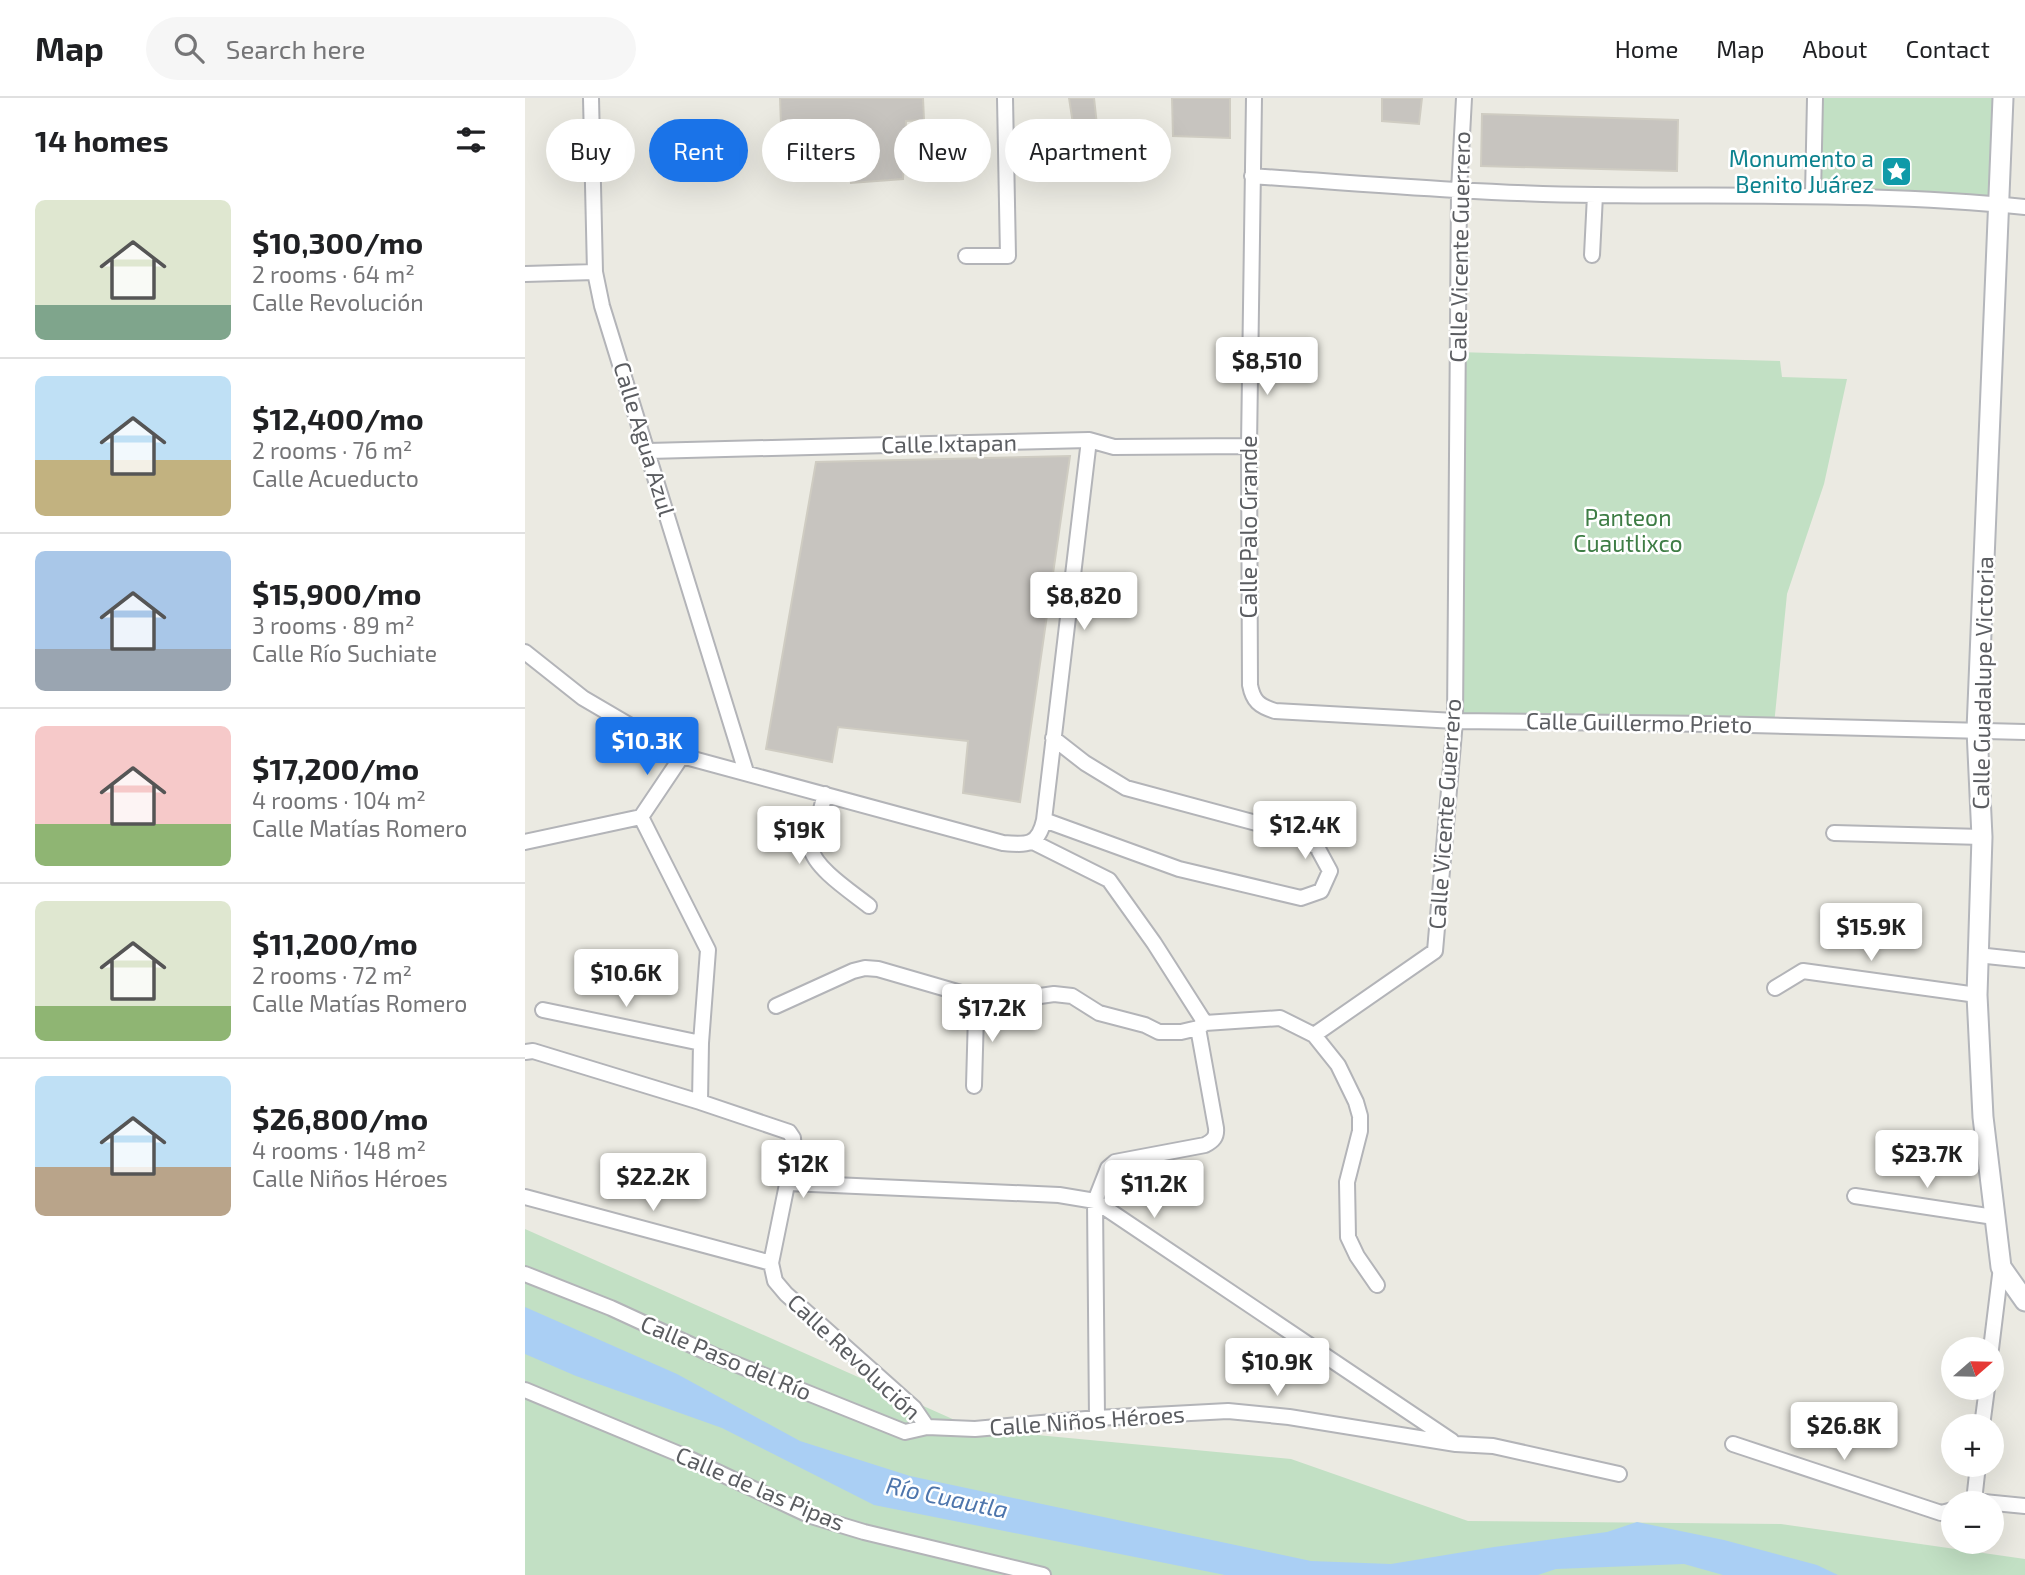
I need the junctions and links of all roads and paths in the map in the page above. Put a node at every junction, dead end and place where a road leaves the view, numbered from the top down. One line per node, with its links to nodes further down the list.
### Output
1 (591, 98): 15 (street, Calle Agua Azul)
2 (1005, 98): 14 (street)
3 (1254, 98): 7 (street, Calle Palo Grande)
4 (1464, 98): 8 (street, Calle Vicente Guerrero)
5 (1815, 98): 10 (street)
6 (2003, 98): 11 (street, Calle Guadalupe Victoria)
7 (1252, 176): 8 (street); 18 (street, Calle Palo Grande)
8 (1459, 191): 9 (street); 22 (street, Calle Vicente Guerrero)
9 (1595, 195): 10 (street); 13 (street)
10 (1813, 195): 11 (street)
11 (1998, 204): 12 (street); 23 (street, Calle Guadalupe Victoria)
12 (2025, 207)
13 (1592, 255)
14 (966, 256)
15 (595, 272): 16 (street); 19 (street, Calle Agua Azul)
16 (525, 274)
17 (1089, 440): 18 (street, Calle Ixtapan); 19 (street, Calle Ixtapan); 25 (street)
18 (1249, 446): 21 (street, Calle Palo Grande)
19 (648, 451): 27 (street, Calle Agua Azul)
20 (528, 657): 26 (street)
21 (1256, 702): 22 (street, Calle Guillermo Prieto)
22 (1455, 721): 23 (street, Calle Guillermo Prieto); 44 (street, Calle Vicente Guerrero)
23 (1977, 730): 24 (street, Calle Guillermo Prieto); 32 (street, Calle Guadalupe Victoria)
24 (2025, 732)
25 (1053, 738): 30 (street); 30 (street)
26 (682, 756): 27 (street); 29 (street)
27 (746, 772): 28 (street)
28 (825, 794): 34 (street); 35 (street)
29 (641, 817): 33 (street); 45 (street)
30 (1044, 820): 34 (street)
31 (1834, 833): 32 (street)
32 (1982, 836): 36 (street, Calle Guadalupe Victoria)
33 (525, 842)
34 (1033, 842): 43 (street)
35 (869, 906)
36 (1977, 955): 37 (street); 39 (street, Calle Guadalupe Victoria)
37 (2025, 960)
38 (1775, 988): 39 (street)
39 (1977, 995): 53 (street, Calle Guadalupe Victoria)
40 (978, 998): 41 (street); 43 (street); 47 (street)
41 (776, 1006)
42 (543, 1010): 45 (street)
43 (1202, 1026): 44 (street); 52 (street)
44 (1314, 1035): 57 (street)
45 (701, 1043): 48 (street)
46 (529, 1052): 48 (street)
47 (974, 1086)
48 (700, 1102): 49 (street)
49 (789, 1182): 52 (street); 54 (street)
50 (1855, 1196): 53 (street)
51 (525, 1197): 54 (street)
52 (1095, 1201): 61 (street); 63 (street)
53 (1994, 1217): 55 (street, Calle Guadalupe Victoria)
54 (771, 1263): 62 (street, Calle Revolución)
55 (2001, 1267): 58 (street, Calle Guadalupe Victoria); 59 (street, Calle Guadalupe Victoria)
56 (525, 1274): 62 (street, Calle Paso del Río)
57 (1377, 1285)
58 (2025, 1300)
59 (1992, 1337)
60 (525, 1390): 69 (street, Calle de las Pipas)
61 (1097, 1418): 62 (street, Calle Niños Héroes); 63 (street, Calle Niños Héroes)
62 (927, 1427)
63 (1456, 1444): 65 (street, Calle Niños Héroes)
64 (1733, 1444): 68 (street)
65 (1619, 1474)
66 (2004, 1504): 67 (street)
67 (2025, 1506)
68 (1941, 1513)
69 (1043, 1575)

==

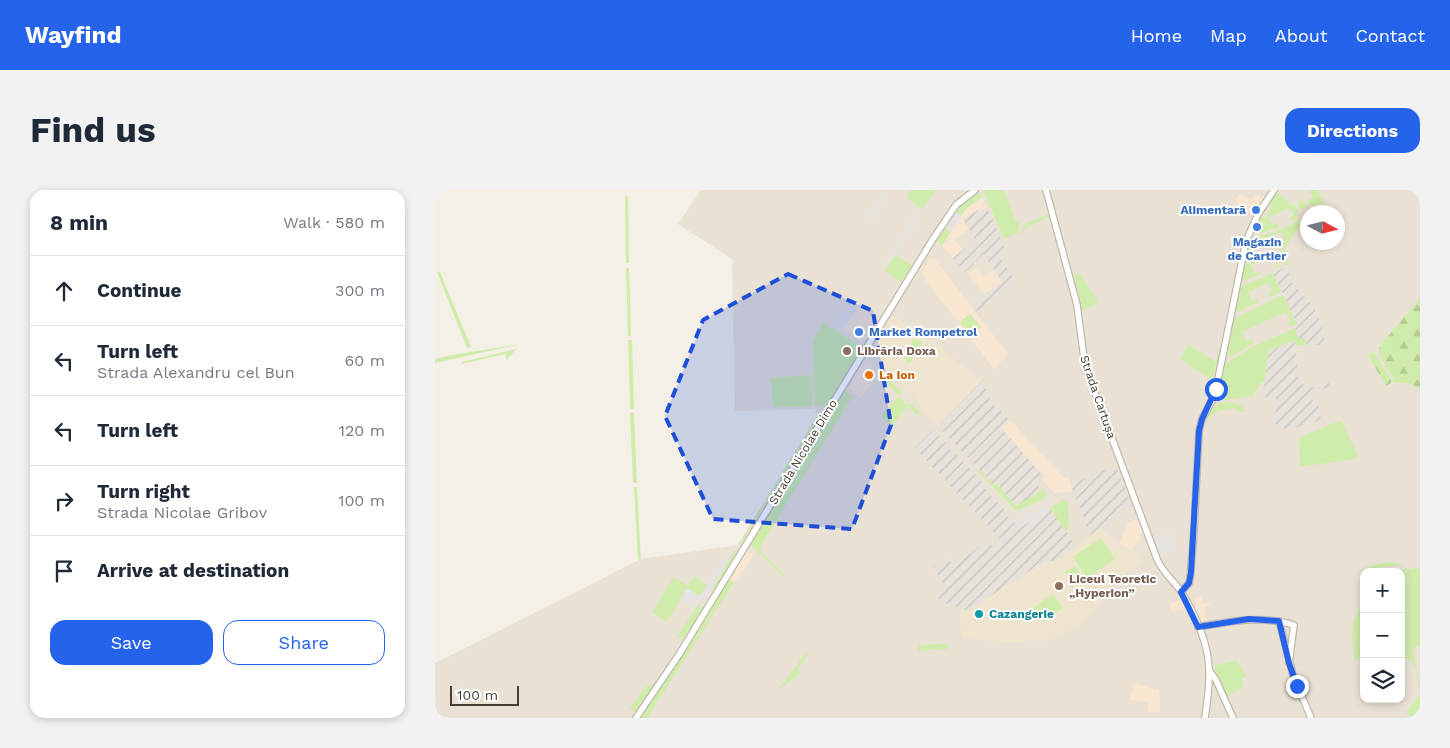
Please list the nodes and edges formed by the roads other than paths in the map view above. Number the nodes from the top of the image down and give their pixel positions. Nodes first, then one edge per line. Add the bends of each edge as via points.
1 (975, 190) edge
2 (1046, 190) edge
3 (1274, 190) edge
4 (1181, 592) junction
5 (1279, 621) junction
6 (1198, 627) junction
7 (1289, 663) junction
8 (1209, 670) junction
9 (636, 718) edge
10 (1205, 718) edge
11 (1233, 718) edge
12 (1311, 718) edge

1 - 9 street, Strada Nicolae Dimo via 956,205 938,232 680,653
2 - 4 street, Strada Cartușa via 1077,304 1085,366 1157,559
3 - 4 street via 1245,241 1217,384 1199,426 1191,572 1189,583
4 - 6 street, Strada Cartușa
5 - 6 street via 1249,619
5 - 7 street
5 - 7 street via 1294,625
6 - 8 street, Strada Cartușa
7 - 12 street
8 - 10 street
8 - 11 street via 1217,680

==

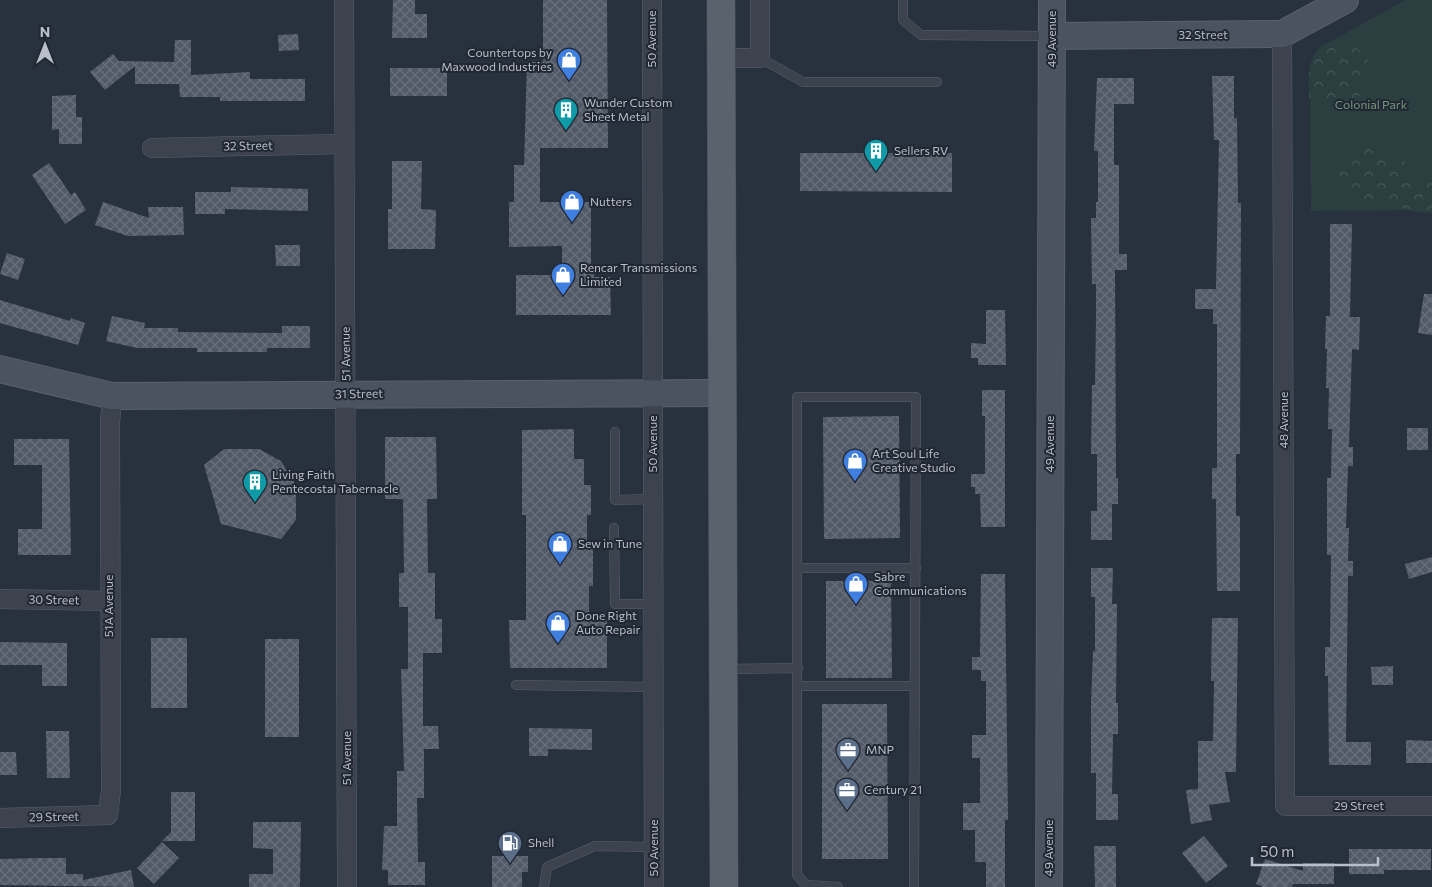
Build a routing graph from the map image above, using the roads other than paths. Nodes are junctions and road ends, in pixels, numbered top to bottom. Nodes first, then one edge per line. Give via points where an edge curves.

_What this task involves_
Pull every line containing "numbered" out of the records.

_Answer to this exercise_
I need the junctions and links of all roads and paths in the map in the page above. Put a node at every junction, dead end and place where a road leaves the view, numbered from the top down. One line per node, with its links to nodes further down the list.
Build a routing graph from the map image above, using the roads other than paths. Nodes are junctions and road ends, in pixels, numbered top to bottom. Nodes first, then one edge per line. Give via points where an edge curves.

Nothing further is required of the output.